### Task goal
Find every line with the string "Weiss" in the material below and copy it.

### Provided data

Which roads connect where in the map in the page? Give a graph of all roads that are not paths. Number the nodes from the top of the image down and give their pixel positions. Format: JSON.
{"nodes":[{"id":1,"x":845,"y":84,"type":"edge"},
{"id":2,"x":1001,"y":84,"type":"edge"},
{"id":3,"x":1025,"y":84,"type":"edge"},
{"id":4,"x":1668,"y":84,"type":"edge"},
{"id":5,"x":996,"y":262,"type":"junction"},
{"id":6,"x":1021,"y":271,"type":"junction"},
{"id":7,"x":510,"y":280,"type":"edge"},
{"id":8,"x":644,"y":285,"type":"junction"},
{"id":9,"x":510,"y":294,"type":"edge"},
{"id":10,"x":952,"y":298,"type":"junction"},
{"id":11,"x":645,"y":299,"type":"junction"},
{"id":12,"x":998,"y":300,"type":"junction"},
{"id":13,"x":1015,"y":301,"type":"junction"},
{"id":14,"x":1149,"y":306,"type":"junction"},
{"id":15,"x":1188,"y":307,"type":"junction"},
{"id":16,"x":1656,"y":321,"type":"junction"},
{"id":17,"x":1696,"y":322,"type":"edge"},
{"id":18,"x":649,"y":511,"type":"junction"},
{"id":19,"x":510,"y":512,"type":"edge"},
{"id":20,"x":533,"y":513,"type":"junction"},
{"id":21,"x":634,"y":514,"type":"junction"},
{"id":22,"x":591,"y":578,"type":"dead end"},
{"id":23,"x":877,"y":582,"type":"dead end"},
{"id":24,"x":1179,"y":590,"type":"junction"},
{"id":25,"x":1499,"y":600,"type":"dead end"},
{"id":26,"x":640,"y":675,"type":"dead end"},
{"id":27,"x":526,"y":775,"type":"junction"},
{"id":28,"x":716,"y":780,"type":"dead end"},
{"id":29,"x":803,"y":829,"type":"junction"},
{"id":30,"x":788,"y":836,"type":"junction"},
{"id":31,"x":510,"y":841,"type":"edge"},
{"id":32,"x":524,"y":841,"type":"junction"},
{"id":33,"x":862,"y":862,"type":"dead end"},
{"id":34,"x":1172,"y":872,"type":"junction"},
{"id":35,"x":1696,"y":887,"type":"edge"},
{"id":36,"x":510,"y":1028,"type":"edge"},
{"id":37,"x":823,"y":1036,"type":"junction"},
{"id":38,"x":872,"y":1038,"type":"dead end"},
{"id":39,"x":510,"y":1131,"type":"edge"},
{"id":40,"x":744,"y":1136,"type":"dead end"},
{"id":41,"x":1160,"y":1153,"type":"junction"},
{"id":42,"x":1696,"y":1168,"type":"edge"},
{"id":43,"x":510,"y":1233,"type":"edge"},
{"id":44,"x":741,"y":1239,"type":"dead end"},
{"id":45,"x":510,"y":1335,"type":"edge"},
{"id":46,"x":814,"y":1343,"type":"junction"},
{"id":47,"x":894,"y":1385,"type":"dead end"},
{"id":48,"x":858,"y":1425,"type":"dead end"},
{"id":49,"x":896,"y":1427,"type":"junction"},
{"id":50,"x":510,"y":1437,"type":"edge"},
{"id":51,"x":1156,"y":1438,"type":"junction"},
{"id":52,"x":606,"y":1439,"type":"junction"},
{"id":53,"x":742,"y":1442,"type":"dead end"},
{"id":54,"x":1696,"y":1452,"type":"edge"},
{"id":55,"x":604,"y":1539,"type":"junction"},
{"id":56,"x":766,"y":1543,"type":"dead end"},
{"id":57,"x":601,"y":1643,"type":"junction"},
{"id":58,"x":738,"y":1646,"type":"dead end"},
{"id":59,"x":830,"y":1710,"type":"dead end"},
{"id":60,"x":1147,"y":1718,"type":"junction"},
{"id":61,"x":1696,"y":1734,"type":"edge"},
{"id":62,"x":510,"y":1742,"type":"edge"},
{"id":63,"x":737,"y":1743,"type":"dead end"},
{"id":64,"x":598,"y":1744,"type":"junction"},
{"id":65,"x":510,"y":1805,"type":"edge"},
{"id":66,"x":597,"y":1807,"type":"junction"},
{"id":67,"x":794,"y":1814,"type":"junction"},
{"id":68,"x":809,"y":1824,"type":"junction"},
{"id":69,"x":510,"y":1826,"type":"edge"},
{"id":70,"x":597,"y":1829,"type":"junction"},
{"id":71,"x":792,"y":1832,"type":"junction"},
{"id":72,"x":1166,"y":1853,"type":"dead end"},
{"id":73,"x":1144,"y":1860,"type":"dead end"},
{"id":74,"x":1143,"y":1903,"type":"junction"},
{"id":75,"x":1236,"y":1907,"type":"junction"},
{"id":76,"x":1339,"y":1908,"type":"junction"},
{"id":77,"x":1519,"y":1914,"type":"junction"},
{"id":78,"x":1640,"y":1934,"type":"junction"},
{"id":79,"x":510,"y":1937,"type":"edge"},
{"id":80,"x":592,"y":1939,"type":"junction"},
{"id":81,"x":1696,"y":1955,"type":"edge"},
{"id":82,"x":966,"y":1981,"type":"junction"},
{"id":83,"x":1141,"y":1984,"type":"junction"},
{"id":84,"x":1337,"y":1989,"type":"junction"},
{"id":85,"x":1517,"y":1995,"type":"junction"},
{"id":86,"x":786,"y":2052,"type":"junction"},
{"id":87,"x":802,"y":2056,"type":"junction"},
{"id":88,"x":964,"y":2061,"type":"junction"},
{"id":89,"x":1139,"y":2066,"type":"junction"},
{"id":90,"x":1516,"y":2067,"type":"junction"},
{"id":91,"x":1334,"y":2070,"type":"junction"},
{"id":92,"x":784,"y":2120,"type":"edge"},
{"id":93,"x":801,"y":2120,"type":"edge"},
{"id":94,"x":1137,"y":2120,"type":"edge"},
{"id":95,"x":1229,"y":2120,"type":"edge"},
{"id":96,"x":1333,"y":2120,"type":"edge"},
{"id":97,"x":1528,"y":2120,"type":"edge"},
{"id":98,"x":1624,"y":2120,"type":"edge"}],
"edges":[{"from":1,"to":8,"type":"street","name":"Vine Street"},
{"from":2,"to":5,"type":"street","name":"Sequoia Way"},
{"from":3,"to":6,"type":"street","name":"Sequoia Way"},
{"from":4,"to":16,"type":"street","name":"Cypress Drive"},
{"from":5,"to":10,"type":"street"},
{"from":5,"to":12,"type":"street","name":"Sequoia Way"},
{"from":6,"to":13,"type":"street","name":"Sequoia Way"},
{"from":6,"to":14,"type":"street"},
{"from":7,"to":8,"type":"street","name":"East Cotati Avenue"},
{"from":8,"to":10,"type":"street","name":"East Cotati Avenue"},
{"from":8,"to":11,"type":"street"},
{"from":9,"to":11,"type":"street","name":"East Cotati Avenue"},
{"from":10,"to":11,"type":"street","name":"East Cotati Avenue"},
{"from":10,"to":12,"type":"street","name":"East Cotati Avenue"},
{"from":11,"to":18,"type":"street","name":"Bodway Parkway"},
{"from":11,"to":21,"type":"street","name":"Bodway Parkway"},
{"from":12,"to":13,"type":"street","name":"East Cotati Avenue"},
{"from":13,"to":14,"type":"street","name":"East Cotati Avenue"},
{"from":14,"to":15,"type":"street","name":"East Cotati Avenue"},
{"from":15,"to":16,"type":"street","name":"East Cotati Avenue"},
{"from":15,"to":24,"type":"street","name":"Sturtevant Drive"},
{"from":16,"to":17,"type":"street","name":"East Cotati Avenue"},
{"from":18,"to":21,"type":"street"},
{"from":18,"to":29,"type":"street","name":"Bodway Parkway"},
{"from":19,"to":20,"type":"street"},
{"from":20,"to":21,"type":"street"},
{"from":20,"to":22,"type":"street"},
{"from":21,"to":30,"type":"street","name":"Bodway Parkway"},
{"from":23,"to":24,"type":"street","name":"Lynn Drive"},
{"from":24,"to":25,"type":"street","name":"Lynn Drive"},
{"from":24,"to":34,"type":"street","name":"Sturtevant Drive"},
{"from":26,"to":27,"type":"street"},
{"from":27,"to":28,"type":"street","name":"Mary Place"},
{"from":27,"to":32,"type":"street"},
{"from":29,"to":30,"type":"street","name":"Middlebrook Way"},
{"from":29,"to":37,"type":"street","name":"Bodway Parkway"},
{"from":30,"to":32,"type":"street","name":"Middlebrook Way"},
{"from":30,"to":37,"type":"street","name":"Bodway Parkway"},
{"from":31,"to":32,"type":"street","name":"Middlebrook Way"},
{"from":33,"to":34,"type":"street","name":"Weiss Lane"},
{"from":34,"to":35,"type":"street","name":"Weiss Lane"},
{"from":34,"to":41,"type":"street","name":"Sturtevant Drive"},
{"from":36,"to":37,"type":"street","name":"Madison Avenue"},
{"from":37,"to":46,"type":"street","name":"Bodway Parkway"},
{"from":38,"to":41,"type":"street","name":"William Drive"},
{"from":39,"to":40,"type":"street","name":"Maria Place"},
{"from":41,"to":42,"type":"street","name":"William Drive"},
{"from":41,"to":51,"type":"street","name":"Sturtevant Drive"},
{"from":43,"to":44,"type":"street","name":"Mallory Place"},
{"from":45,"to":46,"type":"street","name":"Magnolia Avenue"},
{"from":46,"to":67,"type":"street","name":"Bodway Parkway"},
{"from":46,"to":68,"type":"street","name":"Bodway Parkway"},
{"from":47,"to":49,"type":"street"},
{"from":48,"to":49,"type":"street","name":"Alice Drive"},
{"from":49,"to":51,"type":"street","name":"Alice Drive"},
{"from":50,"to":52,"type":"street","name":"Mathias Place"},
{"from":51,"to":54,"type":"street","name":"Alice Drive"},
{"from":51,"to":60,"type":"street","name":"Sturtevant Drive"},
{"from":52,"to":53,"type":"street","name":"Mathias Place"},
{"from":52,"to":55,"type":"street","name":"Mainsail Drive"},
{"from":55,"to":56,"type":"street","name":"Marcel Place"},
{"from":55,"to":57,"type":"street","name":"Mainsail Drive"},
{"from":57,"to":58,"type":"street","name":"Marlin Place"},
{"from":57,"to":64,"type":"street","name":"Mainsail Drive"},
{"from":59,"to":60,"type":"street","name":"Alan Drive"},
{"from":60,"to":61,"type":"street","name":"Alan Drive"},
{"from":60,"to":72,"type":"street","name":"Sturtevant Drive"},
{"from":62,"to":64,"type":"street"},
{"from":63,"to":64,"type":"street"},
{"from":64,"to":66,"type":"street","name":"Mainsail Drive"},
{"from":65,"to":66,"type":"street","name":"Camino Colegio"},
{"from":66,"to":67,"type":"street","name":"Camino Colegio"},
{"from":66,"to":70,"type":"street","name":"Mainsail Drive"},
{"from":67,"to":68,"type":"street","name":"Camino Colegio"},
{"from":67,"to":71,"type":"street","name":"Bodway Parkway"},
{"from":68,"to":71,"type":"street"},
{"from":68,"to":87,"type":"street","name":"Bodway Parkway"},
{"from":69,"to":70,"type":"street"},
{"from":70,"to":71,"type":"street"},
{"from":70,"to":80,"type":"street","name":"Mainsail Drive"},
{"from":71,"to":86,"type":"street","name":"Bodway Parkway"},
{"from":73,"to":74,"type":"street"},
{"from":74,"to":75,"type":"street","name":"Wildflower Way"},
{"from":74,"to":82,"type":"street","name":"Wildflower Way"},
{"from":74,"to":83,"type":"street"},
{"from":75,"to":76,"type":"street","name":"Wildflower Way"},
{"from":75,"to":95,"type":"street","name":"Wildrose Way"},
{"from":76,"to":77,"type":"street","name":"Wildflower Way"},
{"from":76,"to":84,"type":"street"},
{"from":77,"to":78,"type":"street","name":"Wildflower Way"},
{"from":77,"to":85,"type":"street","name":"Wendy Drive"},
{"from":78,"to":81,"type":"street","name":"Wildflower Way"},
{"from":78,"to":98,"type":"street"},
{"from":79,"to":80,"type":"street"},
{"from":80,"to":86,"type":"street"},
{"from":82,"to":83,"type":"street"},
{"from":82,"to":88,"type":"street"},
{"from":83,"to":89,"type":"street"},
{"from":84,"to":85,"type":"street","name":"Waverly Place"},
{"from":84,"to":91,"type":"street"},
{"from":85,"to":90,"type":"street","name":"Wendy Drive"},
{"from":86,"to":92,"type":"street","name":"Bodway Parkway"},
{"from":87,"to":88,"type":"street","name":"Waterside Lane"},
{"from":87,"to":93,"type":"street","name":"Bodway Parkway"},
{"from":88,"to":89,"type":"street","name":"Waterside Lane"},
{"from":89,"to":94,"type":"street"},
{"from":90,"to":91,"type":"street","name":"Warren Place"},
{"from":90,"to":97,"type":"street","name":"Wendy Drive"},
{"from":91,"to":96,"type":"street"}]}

### Your response
{"from":33,"to":34,"type":"street","name":"Weiss Lane"},
{"from":34,"to":35,"type":"street","name":"Weiss Lane"},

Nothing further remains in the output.